#DATA SETS
Data used for this multidimensional analysis:
#METHOD
Following our previous analysis on social interactions, we attempt to understand the practical applicability of the TC residential report data. Although the previous findings once again highlight a strong positive relation between the quality of public space and social interactions in a high-density residential neighborhood, this by itself has limited practical implications except for providing a comparative information on the level of social interactions in various neighborhoods for community planners.
In the current analysis we show that the TC residential report data could be also used to predict neighborhood change, which may have more important practical implications for urban analytics. Since urban change involves a transformation of the quality of the living environment and the social composition of a neighborhood, we look at the indicators of the migration process and the consequent decline of the value of the housing stock, which can cause an influx of lower income families. When this process starts, owners may begin to take less care or even abandon their public spaces so the neighborhood starts to get less atractive to higher-income families.
We expect a slower change in TC service request volumes to reflect the abandonment process in public space. Since we don’t have the socio-economic block composition data, we will use housing price as an important indicator of block’s socio-economic conditions, with the higher price reflecting an influx of wealthier households. We also use transactions volumes as an indicator of block’s social relationships dynamics, with a higher number of sales reflecting a greater change in social relationships. Although housing prices are a lagging indicator of neighborhood economic strength, since recorded sales occur as much as two to more than six months after a contract is signed, we utilize HDB housing price data (2011-2017) that contain HDB housing transactions by a block’s unique postal code, street address and floor range. We also collect the data on proximity to a range of location attributes from Google maps to build a hedonic price model.

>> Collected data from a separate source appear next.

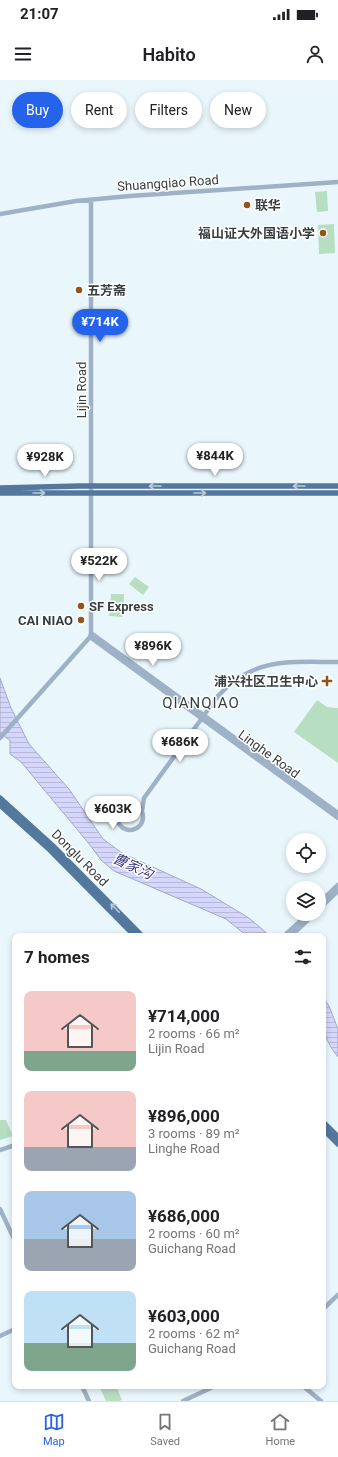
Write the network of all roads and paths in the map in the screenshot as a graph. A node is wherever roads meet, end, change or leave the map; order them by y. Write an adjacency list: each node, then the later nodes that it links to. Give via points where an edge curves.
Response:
1 (338, 182): 2 (street, Shuangqiao Road)
2 (91, 200): 3 (street, Shuangqiao Road); 4 (street, Lijin Road)
3 (0, 214)
4 (91, 486): 5 (main road, one-way to 4); 6 (main road); 8 (street, Lijin Road)
5 (338, 486)
6 (0, 488)
7 (0, 493): 8 (main road, one-way to 8)
8 (91, 493): 9 (main road, one-way to 9); 10 (street, Lijin Road)
9 (338, 493)
10 (90, 635): 12 (street, Linghe Road); 13 (street)
11 (338, 662): 12 (street, via 286,662 256,668 227,687)
12 (203, 717): 15 (street); 19 (street, Linghe Road); 20 (street, Linghe Road)
13 (0, 738)
14 (0, 798): 28 (main road, Donglu Road, one-way to 14, via 53,846)
15 (144, 798): 16 (street); 18 (street)
16 (131, 804): 18 (street, via 138,806); 18 (street, via 122,806 118,812 117,819 122,827 128,830 138,827 143,818)
17 (0, 805): 27 (main road, Donglu Road, via 55,854)
18 (142, 811)
19 (338, 813)
20 (338, 818)
21 (338, 885): 23 (street)
22 (338, 891): 24 (street)
23 (326, 896)
24 (326, 902)
25 (300, 921): 29 (street)
26 (307, 921): 30 (street)
27 (132, 933)
28 (139, 933)
29 (287, 933)
30 (294, 933)
31 (326, 1125): 33 (main road)
32 (326, 1132): 34 (main road)
33 (338, 1137)
34 (338, 1144)
35 (12, 1146): 36 (street)
36 (0, 1150)
37 (0, 1209): 38 (street)
38 (12, 1235)
39 (338, 1295): 40 (street)
40 (326, 1306)
41 (12, 1330): 42 (street)
42 (0, 1336)
43 (84, 1389): 46 (street)
44 (209, 1389): 47 (street)
45 (307, 1389): 48 (street)
46 (90, 1401)
47 (183, 1401)
48 (321, 1401)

Then, we compute a Block’s Price Perfomance Score which predicts changes over time relative to the town’s mean by comparing the prices estimated by the model with the real housing prices indexed to Q1 2009 according to HDB resale index.
For each transaction, we compute how many per cent more (less) expensive the price of the given unit is compared to the price predicted by hedonic price of the unit: \[ Y=100\cdot \frac{P_{actual}-P_{hedonic}}{P_{hedonic}} \] This is called an excess price. Since our spatial unit of analysis is a block, we further compute the mean excess price over all transactions in each block \(z\) to get the Block’s Price Perfomance Score over three given time frames \(t\), 2011-2017, 2011-2014, and 2015-2017 to test whether a change in the public space quality accures in a shorter time frame and whether that change can be assosiated with a change in the Block’s Price Perfomance or a change in the social relationships dynamics: \[ Y_T(z)=\mathrm{mean}_{t\in T} Y_t(z), \] where \(Y_t(z)\) is a transaction in block \(z\) at a moment \(t\) and \(T\) is one of the tree periods.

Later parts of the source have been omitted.